=== DATA SHOWN ===
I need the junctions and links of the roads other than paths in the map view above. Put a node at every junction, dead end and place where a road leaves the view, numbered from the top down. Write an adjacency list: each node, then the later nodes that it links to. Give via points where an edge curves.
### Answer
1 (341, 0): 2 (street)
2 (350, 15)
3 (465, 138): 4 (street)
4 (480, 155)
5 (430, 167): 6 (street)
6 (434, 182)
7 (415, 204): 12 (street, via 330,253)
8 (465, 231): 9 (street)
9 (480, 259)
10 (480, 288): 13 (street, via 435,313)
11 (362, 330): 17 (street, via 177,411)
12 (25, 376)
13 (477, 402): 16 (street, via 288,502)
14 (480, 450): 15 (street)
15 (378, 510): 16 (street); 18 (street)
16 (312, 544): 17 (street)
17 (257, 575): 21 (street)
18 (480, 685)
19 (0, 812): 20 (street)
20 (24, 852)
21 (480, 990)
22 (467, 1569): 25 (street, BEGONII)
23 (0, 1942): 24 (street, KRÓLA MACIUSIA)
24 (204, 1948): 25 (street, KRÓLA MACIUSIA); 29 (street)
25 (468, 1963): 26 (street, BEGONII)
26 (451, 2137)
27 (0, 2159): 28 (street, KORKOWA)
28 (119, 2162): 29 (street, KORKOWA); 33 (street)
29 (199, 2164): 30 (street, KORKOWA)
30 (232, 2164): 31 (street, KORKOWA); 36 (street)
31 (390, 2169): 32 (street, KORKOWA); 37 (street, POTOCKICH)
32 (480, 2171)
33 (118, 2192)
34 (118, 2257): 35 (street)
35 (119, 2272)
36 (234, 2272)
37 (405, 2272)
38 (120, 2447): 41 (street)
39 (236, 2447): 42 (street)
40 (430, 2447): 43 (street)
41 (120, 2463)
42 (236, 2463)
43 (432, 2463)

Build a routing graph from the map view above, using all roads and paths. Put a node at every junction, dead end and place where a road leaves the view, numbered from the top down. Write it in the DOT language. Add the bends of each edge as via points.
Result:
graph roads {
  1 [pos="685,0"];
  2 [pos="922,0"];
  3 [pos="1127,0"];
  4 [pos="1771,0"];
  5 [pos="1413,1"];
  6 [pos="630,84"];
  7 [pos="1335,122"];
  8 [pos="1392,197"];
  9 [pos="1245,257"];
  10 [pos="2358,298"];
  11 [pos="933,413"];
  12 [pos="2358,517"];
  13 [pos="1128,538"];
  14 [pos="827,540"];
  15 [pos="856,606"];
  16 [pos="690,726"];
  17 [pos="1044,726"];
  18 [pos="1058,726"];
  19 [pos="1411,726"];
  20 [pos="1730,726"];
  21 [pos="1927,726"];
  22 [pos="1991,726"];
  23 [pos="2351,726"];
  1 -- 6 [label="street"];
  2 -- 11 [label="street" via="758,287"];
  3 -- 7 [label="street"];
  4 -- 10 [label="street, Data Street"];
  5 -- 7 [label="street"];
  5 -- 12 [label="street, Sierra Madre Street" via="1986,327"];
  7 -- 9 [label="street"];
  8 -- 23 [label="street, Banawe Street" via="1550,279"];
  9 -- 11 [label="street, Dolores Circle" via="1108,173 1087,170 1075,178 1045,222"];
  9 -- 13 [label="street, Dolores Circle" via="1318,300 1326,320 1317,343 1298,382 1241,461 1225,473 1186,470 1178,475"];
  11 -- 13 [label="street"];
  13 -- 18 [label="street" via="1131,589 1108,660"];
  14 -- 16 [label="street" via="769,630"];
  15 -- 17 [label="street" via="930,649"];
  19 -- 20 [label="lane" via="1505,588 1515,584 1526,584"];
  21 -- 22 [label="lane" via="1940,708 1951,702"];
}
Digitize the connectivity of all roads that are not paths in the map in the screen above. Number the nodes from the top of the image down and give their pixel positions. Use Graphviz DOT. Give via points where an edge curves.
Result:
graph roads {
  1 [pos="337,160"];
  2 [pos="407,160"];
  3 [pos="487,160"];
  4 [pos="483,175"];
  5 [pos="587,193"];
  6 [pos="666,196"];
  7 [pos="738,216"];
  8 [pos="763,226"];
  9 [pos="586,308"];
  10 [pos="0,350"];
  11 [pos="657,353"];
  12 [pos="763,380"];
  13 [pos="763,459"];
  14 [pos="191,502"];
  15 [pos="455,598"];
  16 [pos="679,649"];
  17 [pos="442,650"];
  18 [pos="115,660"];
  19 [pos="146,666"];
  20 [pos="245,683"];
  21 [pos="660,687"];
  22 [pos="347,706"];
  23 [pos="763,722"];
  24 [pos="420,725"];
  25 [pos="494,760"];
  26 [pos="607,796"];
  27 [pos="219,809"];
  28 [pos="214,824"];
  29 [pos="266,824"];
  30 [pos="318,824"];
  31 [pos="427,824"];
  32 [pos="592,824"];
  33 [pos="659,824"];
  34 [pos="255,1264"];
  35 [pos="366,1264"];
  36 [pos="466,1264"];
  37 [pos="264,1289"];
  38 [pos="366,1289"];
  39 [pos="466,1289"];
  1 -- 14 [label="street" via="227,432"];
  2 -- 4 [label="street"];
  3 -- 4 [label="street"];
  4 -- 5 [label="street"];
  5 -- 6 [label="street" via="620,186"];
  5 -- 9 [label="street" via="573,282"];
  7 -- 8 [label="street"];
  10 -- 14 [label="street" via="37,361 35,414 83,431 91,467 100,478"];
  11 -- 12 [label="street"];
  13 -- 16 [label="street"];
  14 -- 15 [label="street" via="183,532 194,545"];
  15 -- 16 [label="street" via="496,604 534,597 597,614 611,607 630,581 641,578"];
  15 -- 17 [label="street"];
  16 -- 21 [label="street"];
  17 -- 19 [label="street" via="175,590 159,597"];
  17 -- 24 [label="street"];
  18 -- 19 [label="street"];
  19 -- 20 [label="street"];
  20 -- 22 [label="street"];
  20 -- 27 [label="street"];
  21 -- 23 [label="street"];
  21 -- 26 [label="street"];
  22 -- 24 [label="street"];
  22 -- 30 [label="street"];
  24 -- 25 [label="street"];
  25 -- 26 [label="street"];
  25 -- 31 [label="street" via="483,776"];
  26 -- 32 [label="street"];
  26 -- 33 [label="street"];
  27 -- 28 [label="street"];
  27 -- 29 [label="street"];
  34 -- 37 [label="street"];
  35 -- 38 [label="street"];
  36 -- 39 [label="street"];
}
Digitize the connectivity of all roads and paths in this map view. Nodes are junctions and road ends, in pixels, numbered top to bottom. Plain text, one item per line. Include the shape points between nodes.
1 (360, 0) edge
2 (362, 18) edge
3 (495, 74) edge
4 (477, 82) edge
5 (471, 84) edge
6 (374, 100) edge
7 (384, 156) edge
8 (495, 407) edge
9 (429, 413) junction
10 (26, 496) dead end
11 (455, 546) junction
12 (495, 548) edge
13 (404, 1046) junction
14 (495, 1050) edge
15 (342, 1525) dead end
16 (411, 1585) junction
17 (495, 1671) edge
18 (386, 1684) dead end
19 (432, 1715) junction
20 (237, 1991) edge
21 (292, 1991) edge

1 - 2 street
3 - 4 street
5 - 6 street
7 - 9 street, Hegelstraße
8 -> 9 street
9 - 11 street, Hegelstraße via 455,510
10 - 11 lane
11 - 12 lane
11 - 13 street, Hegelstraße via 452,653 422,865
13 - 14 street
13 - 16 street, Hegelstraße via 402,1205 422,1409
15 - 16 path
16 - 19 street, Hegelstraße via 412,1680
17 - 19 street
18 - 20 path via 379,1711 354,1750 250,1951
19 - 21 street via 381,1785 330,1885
===
#### EXERCISE BRIEF
Retype the data in full, and keep every line identical to the original.

#### SOLUTION
I need the junctions and links of the roads other than paths in the map view above. Put a node at every junction, dead end and place where a road leaves the view, numbered from the top down. Write an adjacency list: each node, then the later nodes that it links to. Give via points where an edge curves.
### Answer
1 (341, 0): 2 (street)
2 (350, 15)
3 (465, 138): 4 (street)
4 (480, 155)
5 (430, 167): 6 (street)
6 (434, 182)
7 (415, 204): 12 (street, via 330,253)
8 (465, 231): 9 (street)
9 (480, 259)
10 (480, 288): 13 (street, via 435,313)
11 (362, 330): 17 (street, via 177,411)
12 (25, 376)
13 (477, 402): 16 (street, via 288,502)
14 (480, 450): 15 (street)
15 (378, 510): 16 (street); 18 (street)
16 (312, 544): 17 (street)
17 (257, 575): 21 (street)
18 (480, 685)
19 (0, 812): 20 (street)
20 (24, 852)
21 (480, 990)
22 (467, 1569): 25 (street, BEGONII)
23 (0, 1942): 24 (street, KRÓLA MACIUSIA)
24 (204, 1948): 25 (street, KRÓLA MACIUSIA); 29 (street)
25 (468, 1963): 26 (street, BEGONII)
26 (451, 2137)
27 (0, 2159): 28 (street, KORKOWA)
28 (119, 2162): 29 (street, KORKOWA); 33 (street)
29 (199, 2164): 30 (street, KORKOWA)
30 (232, 2164): 31 (street, KORKOWA); 36 (street)
31 (390, 2169): 32 (street, KORKOWA); 37 (street, POTOCKICH)
32 (480, 2171)
33 (118, 2192)
34 (118, 2257): 35 (street)
35 (119, 2272)
36 (234, 2272)
37 (405, 2272)
38 (120, 2447): 41 (street)
39 (236, 2447): 42 (street)
40 (430, 2447): 43 (street)
41 (120, 2463)
42 (236, 2463)
43 (432, 2463)

Build a routing graph from the map view above, using all roads and paths. Put a node at every junction, dead end and place where a road leaves the view, numbered from the top down. Write it in the DOT language. Add the bends of each edge as via points.
Result:
graph roads {
  1 [pos="685,0"];
  2 [pos="922,0"];
  3 [pos="1127,0"];
  4 [pos="1771,0"];
  5 [pos="1413,1"];
  6 [pos="630,84"];
  7 [pos="1335,122"];
  8 [pos="1392,197"];
  9 [pos="1245,257"];
  10 [pos="2358,298"];
  11 [pos="933,413"];
  12 [pos="2358,517"];
  13 [pos="1128,538"];
  14 [pos="827,540"];
  15 [pos="856,606"];
  16 [pos="690,726"];
  17 [pos="1044,726"];
  18 [pos="1058,726"];
  19 [pos="1411,726"];
  20 [pos="1730,726"];
  21 [pos="1927,726"];
  22 [pos="1991,726"];
  23 [pos="2351,726"];
  1 -- 6 [label="street"];
  2 -- 11 [label="street" via="758,287"];
  3 -- 7 [label="street"];
  4 -- 10 [label="street, Data Street"];
  5 -- 7 [label="street"];
  5 -- 12 [label="street, Sierra Madre Street" via="1986,327"];
  7 -- 9 [label="street"];
  8 -- 23 [label="street, Banawe Street" via="1550,279"];
  9 -- 11 [label="street, Dolores Circle" via="1108,173 1087,170 1075,178 1045,222"];
  9 -- 13 [label="street, Dolores Circle" via="1318,300 1326,320 1317,343 1298,382 1241,461 1225,473 1186,470 1178,475"];
  11 -- 13 [label="street"];
  13 -- 18 [label="street" via="1131,589 1108,660"];
  14 -- 16 [label="street" via="769,630"];
  15 -- 17 [label="street" via="930,649"];
  19 -- 20 [label="lane" via="1505,588 1515,584 1526,584"];
  21 -- 22 [label="lane" via="1940,708 1951,702"];
}
Digitize the connectivity of all roads that are not paths in the map in the screen above. Number the nodes from the top of the image down and give their pixel positions. Use Graphviz DOT. Give via points where an edge curves.
Result:
graph roads {
  1 [pos="337,160"];
  2 [pos="407,160"];
  3 [pos="487,160"];
  4 [pos="483,175"];
  5 [pos="587,193"];
  6 [pos="666,196"];
  7 [pos="738,216"];
  8 [pos="763,226"];
  9 [pos="586,308"];
  10 [pos="0,350"];
  11 [pos="657,353"];
  12 [pos="763,380"];
  13 [pos="763,459"];
  14 [pos="191,502"];
  15 [pos="455,598"];
  16 [pos="679,649"];
  17 [pos="442,650"];
  18 [pos="115,660"];
  19 [pos="146,666"];
  20 [pos="245,683"];
  21 [pos="660,687"];
  22 [pos="347,706"];
  23 [pos="763,722"];
  24 [pos="420,725"];
  25 [pos="494,760"];
  26 [pos="607,796"];
  27 [pos="219,809"];
  28 [pos="214,824"];
  29 [pos="266,824"];
  30 [pos="318,824"];
  31 [pos="427,824"];
  32 [pos="592,824"];
  33 [pos="659,824"];
  34 [pos="255,1264"];
  35 [pos="366,1264"];
  36 [pos="466,1264"];
  37 [pos="264,1289"];
  38 [pos="366,1289"];
  39 [pos="466,1289"];
  1 -- 14 [label="street" via="227,432"];
  2 -- 4 [label="street"];
  3 -- 4 [label="street"];
  4 -- 5 [label="street"];
  5 -- 6 [label="street" via="620,186"];
  5 -- 9 [label="street" via="573,282"];
  7 -- 8 [label="street"];
  10 -- 14 [label="street" via="37,361 35,414 83,431 91,467 100,478"];
  11 -- 12 [label="street"];
  13 -- 16 [label="street"];
  14 -- 15 [label="street" via="183,532 194,545"];
  15 -- 16 [label="street" via="496,604 534,597 597,614 611,607 630,581 641,578"];
  15 -- 17 [label="street"];
  16 -- 21 [label="street"];
  17 -- 19 [label="street" via="175,590 159,597"];
  17 -- 24 [label="street"];
  18 -- 19 [label="street"];
  19 -- 20 [label="street"];
  20 -- 22 [label="street"];
  20 -- 27 [label="street"];
  21 -- 23 [label="street"];
  21 -- 26 [label="street"];
  22 -- 24 [label="street"];
  22 -- 30 [label="street"];
  24 -- 25 [label="street"];
  25 -- 26 [label="street"];
  25 -- 31 [label="street" via="483,776"];
  26 -- 32 [label="street"];
  26 -- 33 [label="street"];
  27 -- 28 [label="street"];
  27 -- 29 [label="street"];
  34 -- 37 [label="street"];
  35 -- 38 [label="street"];
  36 -- 39 [label="street"];
}
Digitize the connectivity of all roads and paths in this map view. Nodes are junctions and road ends, in pixels, numbered top to bottom. Plain text, one item per line. Include the shape points between nodes.
1 (360, 0) edge
2 (362, 18) edge
3 (495, 74) edge
4 (477, 82) edge
5 (471, 84) edge
6 (374, 100) edge
7 (384, 156) edge
8 (495, 407) edge
9 (429, 413) junction
10 (26, 496) dead end
11 (455, 546) junction
12 (495, 548) edge
13 (404, 1046) junction
14 (495, 1050) edge
15 (342, 1525) dead end
16 (411, 1585) junction
17 (495, 1671) edge
18 (386, 1684) dead end
19 (432, 1715) junction
20 (237, 1991) edge
21 (292, 1991) edge

1 - 2 street
3 - 4 street
5 - 6 street
7 - 9 street, Hegelstraße
8 -> 9 street
9 - 11 street, Hegelstraße via 455,510
10 - 11 lane
11 - 12 lane
11 - 13 street, Hegelstraße via 452,653 422,865
13 - 14 street
13 - 16 street, Hegelstraße via 402,1205 422,1409
15 - 16 path
16 - 19 street, Hegelstraße via 412,1680
17 - 19 street
18 - 20 path via 379,1711 354,1750 250,1951
19 - 21 street via 381,1785 330,1885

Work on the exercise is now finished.